### SOURCE RECORDS
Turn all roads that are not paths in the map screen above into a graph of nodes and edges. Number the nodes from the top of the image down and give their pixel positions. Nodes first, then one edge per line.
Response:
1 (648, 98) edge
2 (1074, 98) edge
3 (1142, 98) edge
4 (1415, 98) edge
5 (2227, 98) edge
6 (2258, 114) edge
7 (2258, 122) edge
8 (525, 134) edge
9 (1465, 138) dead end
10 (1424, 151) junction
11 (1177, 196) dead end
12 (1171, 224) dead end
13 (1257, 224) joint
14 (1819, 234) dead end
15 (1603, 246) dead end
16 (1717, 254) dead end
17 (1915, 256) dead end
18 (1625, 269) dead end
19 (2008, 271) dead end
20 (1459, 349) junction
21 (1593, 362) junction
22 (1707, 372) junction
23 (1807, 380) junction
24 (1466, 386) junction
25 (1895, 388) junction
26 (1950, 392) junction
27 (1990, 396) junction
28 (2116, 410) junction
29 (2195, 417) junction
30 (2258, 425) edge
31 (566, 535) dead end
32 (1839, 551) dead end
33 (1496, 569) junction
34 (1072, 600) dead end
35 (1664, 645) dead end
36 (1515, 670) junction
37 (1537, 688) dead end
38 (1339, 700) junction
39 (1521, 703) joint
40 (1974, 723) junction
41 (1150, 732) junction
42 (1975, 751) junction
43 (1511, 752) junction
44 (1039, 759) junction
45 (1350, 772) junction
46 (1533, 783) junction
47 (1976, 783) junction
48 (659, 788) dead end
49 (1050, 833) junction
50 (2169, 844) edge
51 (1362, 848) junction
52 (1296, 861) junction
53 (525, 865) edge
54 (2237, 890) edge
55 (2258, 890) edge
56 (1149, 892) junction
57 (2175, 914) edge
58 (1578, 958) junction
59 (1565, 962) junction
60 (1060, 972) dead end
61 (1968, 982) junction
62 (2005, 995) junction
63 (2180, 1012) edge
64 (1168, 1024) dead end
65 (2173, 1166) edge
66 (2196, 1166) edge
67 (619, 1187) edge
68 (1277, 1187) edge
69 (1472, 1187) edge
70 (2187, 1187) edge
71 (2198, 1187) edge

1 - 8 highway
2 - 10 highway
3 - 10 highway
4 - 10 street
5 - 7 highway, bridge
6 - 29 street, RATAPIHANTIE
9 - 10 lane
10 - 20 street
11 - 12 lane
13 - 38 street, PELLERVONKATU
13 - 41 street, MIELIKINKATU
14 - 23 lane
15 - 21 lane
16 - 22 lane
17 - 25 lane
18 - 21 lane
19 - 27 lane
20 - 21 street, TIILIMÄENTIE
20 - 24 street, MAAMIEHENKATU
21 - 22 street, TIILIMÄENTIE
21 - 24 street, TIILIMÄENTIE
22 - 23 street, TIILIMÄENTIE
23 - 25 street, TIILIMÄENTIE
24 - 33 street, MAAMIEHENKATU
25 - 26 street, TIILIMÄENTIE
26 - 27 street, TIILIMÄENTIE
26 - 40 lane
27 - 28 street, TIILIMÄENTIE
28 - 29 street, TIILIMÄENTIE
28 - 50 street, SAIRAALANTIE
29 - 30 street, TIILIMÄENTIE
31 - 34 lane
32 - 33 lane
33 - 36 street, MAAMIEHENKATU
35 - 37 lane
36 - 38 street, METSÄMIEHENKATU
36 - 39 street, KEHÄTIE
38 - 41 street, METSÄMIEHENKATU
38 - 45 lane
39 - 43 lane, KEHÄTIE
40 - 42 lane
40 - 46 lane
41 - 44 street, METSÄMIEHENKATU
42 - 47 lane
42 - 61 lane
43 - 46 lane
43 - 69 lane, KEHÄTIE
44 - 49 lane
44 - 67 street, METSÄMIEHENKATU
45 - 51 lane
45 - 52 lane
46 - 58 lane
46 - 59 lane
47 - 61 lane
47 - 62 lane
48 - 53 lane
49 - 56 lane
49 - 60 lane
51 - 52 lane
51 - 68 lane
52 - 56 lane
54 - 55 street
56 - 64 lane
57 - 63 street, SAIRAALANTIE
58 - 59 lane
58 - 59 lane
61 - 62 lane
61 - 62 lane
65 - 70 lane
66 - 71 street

### DIRECTIONS
The full listing should be restated word for word.

### REPLY
Turn all roads that are not paths in the map screen above into a graph of nodes and edges. Number the nodes from the top of the image down and give their pixel positions. Nodes first, then one edge per line.
Response:
1 (648, 98) edge
2 (1074, 98) edge
3 (1142, 98) edge
4 (1415, 98) edge
5 (2227, 98) edge
6 (2258, 114) edge
7 (2258, 122) edge
8 (525, 134) edge
9 (1465, 138) dead end
10 (1424, 151) junction
11 (1177, 196) dead end
12 (1171, 224) dead end
13 (1257, 224) joint
14 (1819, 234) dead end
15 (1603, 246) dead end
16 (1717, 254) dead end
17 (1915, 256) dead end
18 (1625, 269) dead end
19 (2008, 271) dead end
20 (1459, 349) junction
21 (1593, 362) junction
22 (1707, 372) junction
23 (1807, 380) junction
24 (1466, 386) junction
25 (1895, 388) junction
26 (1950, 392) junction
27 (1990, 396) junction
28 (2116, 410) junction
29 (2195, 417) junction
30 (2258, 425) edge
31 (566, 535) dead end
32 (1839, 551) dead end
33 (1496, 569) junction
34 (1072, 600) dead end
35 (1664, 645) dead end
36 (1515, 670) junction
37 (1537, 688) dead end
38 (1339, 700) junction
39 (1521, 703) joint
40 (1974, 723) junction
41 (1150, 732) junction
42 (1975, 751) junction
43 (1511, 752) junction
44 (1039, 759) junction
45 (1350, 772) junction
46 (1533, 783) junction
47 (1976, 783) junction
48 (659, 788) dead end
49 (1050, 833) junction
50 (2169, 844) edge
51 (1362, 848) junction
52 (1296, 861) junction
53 (525, 865) edge
54 (2237, 890) edge
55 (2258, 890) edge
56 (1149, 892) junction
57 (2175, 914) edge
58 (1578, 958) junction
59 (1565, 962) junction
60 (1060, 972) dead end
61 (1968, 982) junction
62 (2005, 995) junction
63 (2180, 1012) edge
64 (1168, 1024) dead end
65 (2173, 1166) edge
66 (2196, 1166) edge
67 (619, 1187) edge
68 (1277, 1187) edge
69 (1472, 1187) edge
70 (2187, 1187) edge
71 (2198, 1187) edge

1 - 8 highway
2 - 10 highway
3 - 10 highway
4 - 10 street
5 - 7 highway, bridge
6 - 29 street, RATAPIHANTIE
9 - 10 lane
10 - 20 street
11 - 12 lane
13 - 38 street, PELLERVONKATU
13 - 41 street, MIELIKINKATU
14 - 23 lane
15 - 21 lane
16 - 22 lane
17 - 25 lane
18 - 21 lane
19 - 27 lane
20 - 21 street, TIILIMÄENTIE
20 - 24 street, MAAMIEHENKATU
21 - 22 street, TIILIMÄENTIE
21 - 24 street, TIILIMÄENTIE
22 - 23 street, TIILIMÄENTIE
23 - 25 street, TIILIMÄENTIE
24 - 33 street, MAAMIEHENKATU
25 - 26 street, TIILIMÄENTIE
26 - 27 street, TIILIMÄENTIE
26 - 40 lane
27 - 28 street, TIILIMÄENTIE
28 - 29 street, TIILIMÄENTIE
28 - 50 street, SAIRAALANTIE
29 - 30 street, TIILIMÄENTIE
31 - 34 lane
32 - 33 lane
33 - 36 street, MAAMIEHENKATU
35 - 37 lane
36 - 38 street, METSÄMIEHENKATU
36 - 39 street, KEHÄTIE
38 - 41 street, METSÄMIEHENKATU
38 - 45 lane
39 - 43 lane, KEHÄTIE
40 - 42 lane
40 - 46 lane
41 - 44 street, METSÄMIEHENKATU
42 - 47 lane
42 - 61 lane
43 - 46 lane
43 - 69 lane, KEHÄTIE
44 - 49 lane
44 - 67 street, METSÄMIEHENKATU
45 - 51 lane
45 - 52 lane
46 - 58 lane
46 - 59 lane
47 - 61 lane
47 - 62 lane
48 - 53 lane
49 - 56 lane
49 - 60 lane
51 - 52 lane
51 - 68 lane
52 - 56 lane
54 - 55 street
56 - 64 lane
57 - 63 street, SAIRAALANTIE
58 - 59 lane
58 - 59 lane
61 - 62 lane
61 - 62 lane
65 - 70 lane
66 - 71 street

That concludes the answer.